Instructions for the task
Exact copies of all the lines below are required, with the pictures omitted.

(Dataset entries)
►
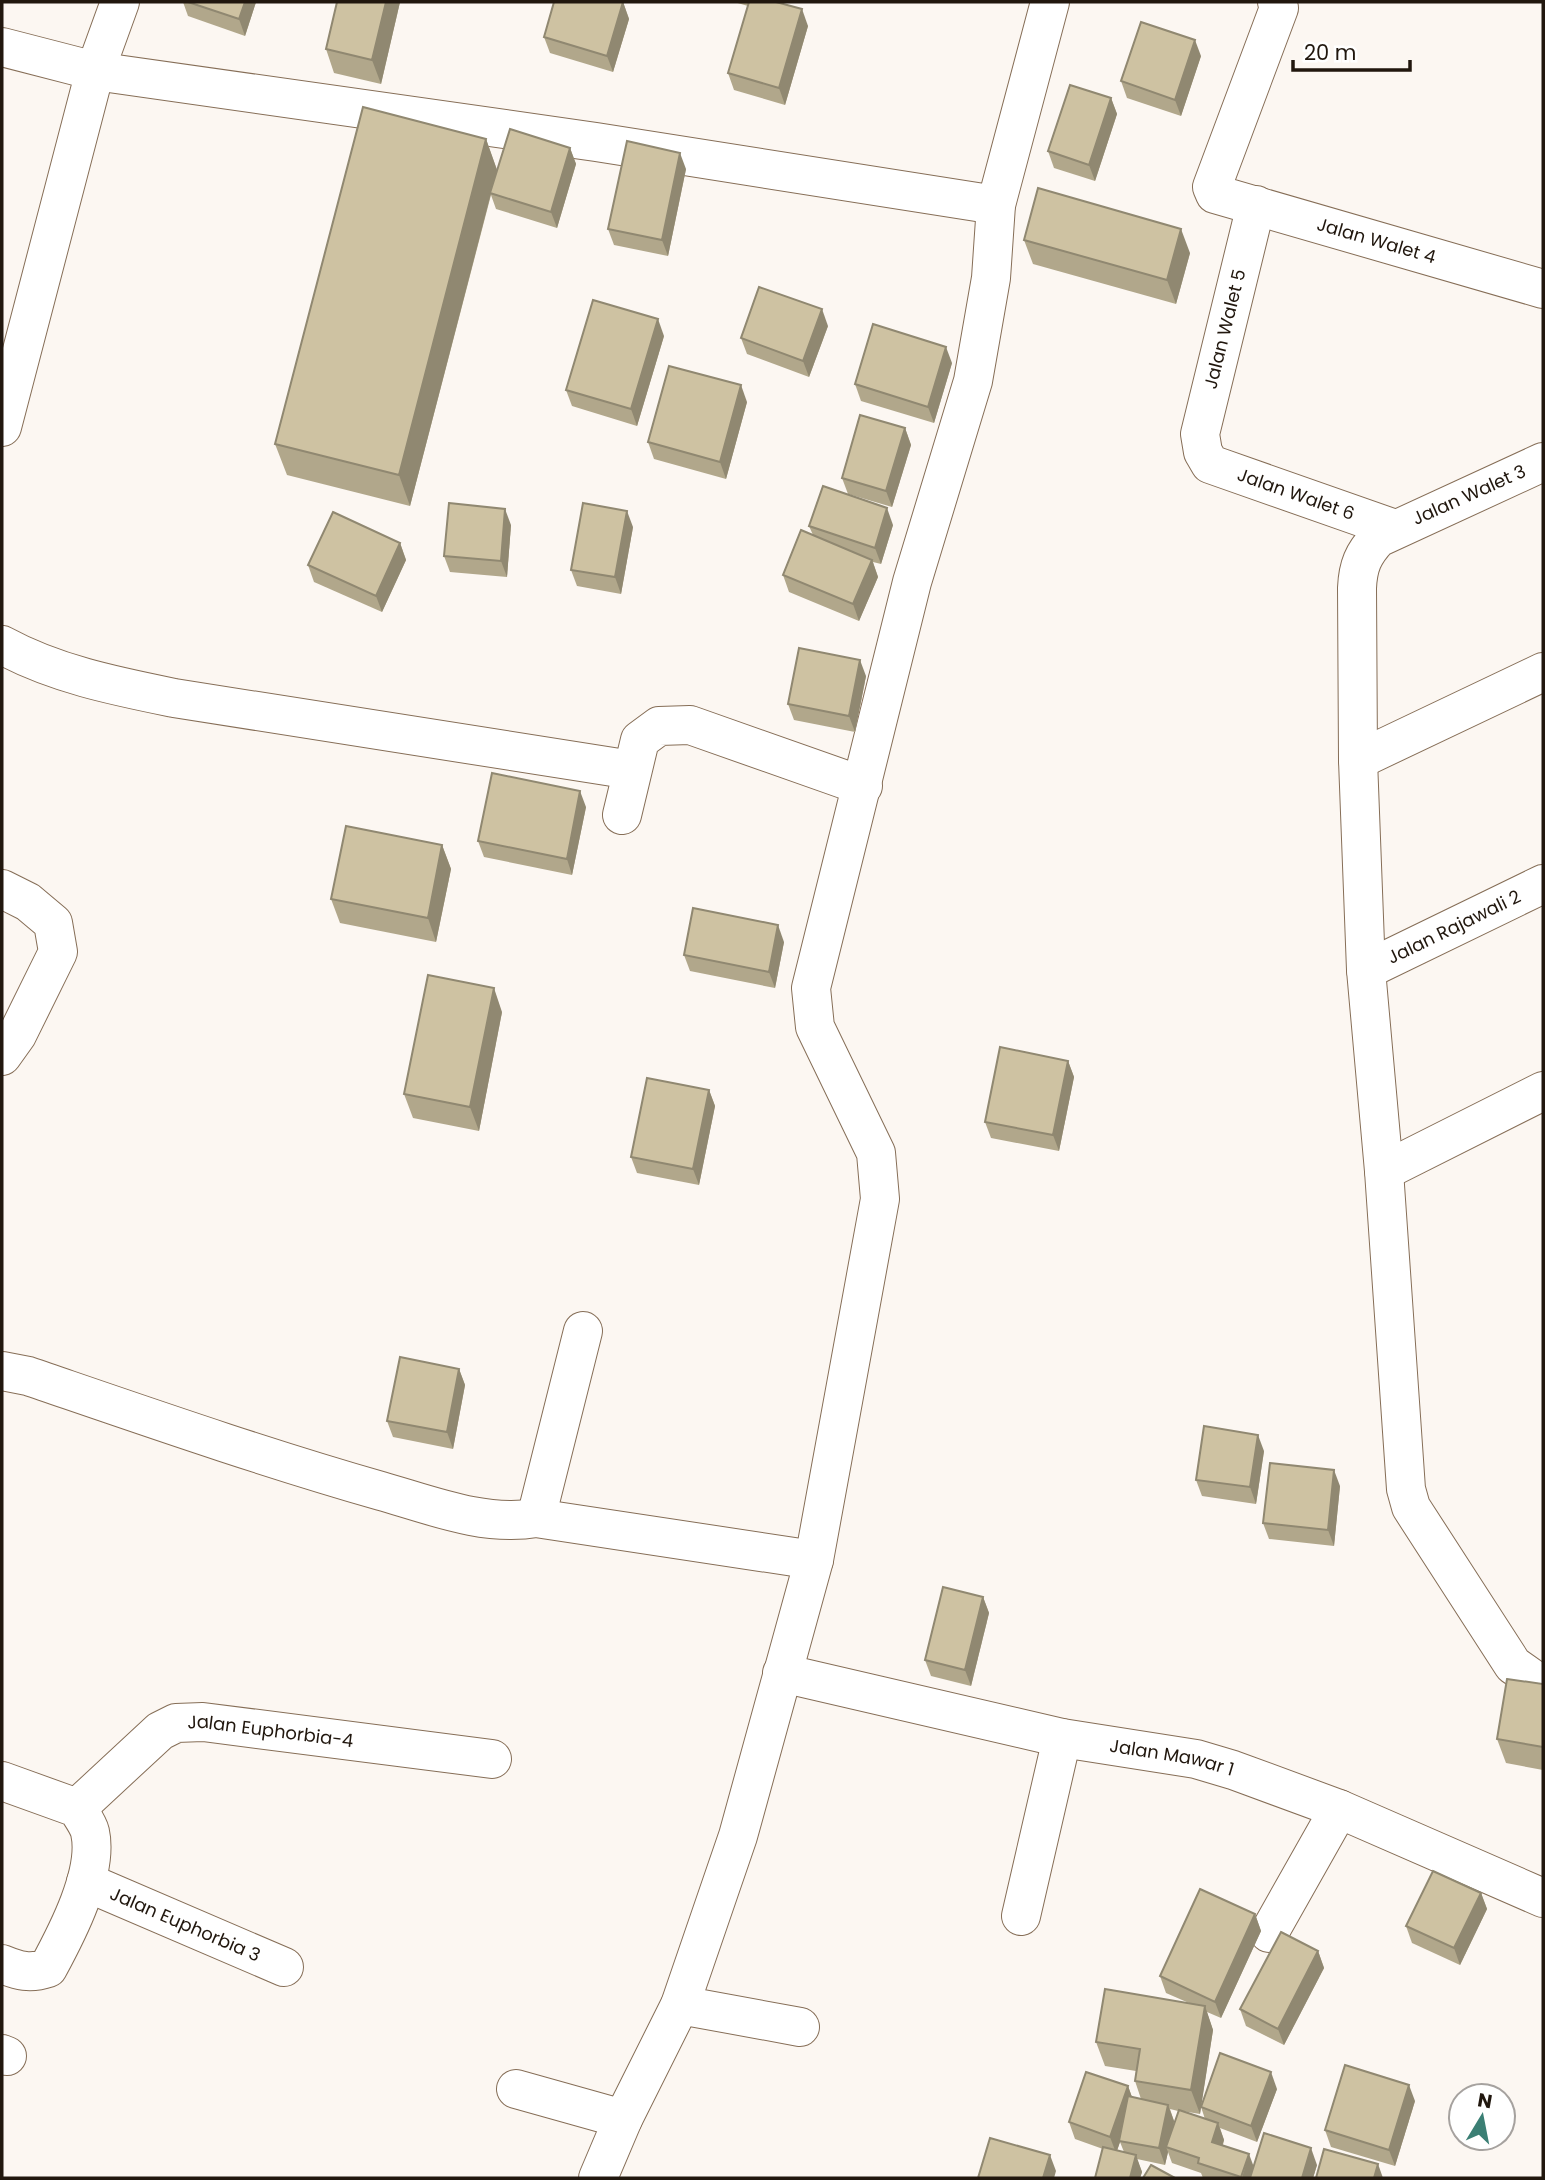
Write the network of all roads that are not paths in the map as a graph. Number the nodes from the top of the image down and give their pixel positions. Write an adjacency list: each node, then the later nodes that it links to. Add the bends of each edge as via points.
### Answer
1 (120, 2): 5 (street)
2 (1050, 2): 6 (street)
3 (1277, 2): 7 (street, Jalan Walet 4, via 1279,8 1212,187 1226,199)
4 (2, 47): 5 (street)
5 (95, 71): 6 (street); 9 (street)
6 (996, 205): 17 (street, via 992,278 973,381 912,582)
7 (1256, 205): 8 (street, Jalan Walet 4); 10 (street, Jalan Walet 5, via 1199,434)
8 (1543, 289)
9 (2, 427)
10 (1203, 452): 12 (street, Jalan Walet 6, via 1210,464)
11 (1543, 462): 12 (street, Jalan Walet 3)
12 (1395, 529): 15 (street, Jalan Walet 3, via 1365,552 1358,569)
13 (2, 645): 16 (street, via 80,676 163,695)
14 (1543, 672): 15 (street)
15 (1358, 760): 21 (street, Jalan Walet 3)
16 (632, 771): 17 (street, via 640,740 659,726 690,725); 18 (street)
17 (863, 786): 28 (street, via 811,988 815,1027 876,1153 880,1199)
18 (622, 815)
19 (1543, 884): 21 (street, Jalan Rajawali 2)
20 (2, 889): 22 (street, via 28,902 53,923 58,952)
21 (1366, 970): 24 (street, Jalan Walet 3)
22 (2, 1056)
23 (1543, 1091): 24 (street)
24 (1384, 1171): 30 (street, Jalan Walet 3, via 1406,1489 1411,1507 1513,1665)
25 (583, 1331): 27 (street)
26 (2, 1371): 27 (street, via 409,1499 477,1517)
27 (536, 1518): 28 (street)
28 (814, 1560): 29 (street)
29 (782, 1673): 31 (street, Jalan Mawar 1); 42 (street, via 738,1836)
30 (1543, 1686)
31 (1062, 1738): 35 (street, Jalan Mawar 1, via 1196,1759); 38 (street)
32 (492, 1759): 34 (street, Jalan Euphorbia-4, via 203,1722 176,1723 140,1747)
33 (2, 1781): 34 (street)
34 (77, 1808): 36 (street, via 90,1830 92,1853)
35 (1339, 1809): 37 (street, Jalan Mawar 1); 39 (street)
36 (86, 1882): 40 (street, via 48,1968 21,1972); 41 (street, Jalan Euphorbia 3)
37 (1543, 1898)
38 (1021, 1916)
39 (1269, 1933)
40 (2, 1964)
41 (284, 1967)
42 (680, 2006): 43 (street); 45 (street)
43 (800, 2027)
44 (516, 2089): 45 (street)
45 (623, 2119): 46 (street)
46 (598, 2178)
◄
Answer below
Write the network of all roads that are not paths in the map as a graph. Number the nodes from the top of the image down and give their pixel positions. Write an adjacency list: each node, then the later nodes that it links to. Add the bends of each edge as via points.
### Answer
1 (120, 2): 5 (street)
2 (1050, 2): 6 (street)
3 (1277, 2): 7 (street, Jalan Walet 4, via 1279,8 1212,187 1226,199)
4 (2, 47): 5 (street)
5 (95, 71): 6 (street); 9 (street)
6 (996, 205): 17 (street, via 992,278 973,381 912,582)
7 (1256, 205): 8 (street, Jalan Walet 4); 10 (street, Jalan Walet 5, via 1199,434)
8 (1543, 289)
9 (2, 427)
10 (1203, 452): 12 (street, Jalan Walet 6, via 1210,464)
11 (1543, 462): 12 (street, Jalan Walet 3)
12 (1395, 529): 15 (street, Jalan Walet 3, via 1365,552 1358,569)
13 (2, 645): 16 (street, via 80,676 163,695)
14 (1543, 672): 15 (street)
15 (1358, 760): 21 (street, Jalan Walet 3)
16 (632, 771): 17 (street, via 640,740 659,726 690,725); 18 (street)
17 (863, 786): 28 (street, via 811,988 815,1027 876,1153 880,1199)
18 (622, 815)
19 (1543, 884): 21 (street, Jalan Rajawali 2)
20 (2, 889): 22 (street, via 28,902 53,923 58,952)
21 (1366, 970): 24 (street, Jalan Walet 3)
22 (2, 1056)
23 (1543, 1091): 24 (street)
24 (1384, 1171): 30 (street, Jalan Walet 3, via 1406,1489 1411,1507 1513,1665)
25 (583, 1331): 27 (street)
26 (2, 1371): 27 (street, via 409,1499 477,1517)
27 (536, 1518): 28 (street)
28 (814, 1560): 29 (street)
29 (782, 1673): 31 (street, Jalan Mawar 1); 42 (street, via 738,1836)
30 (1543, 1686)
31 (1062, 1738): 35 (street, Jalan Mawar 1, via 1196,1759); 38 (street)
32 (492, 1759): 34 (street, Jalan Euphorbia-4, via 203,1722 176,1723 140,1747)
33 (2, 1781): 34 (street)
34 (77, 1808): 36 (street, via 90,1830 92,1853)
35 (1339, 1809): 37 (street, Jalan Mawar 1); 39 (street)
36 (86, 1882): 40 (street, via 48,1968 21,1972); 41 (street, Jalan Euphorbia 3)
37 (1543, 1898)
38 (1021, 1916)
39 (1269, 1933)
40 (2, 1964)
41 (284, 1967)
42 (680, 2006): 43 (street); 45 (street)
43 (800, 2027)
44 (516, 2089): 45 (street)
45 (623, 2119): 46 (street)
46 (598, 2178)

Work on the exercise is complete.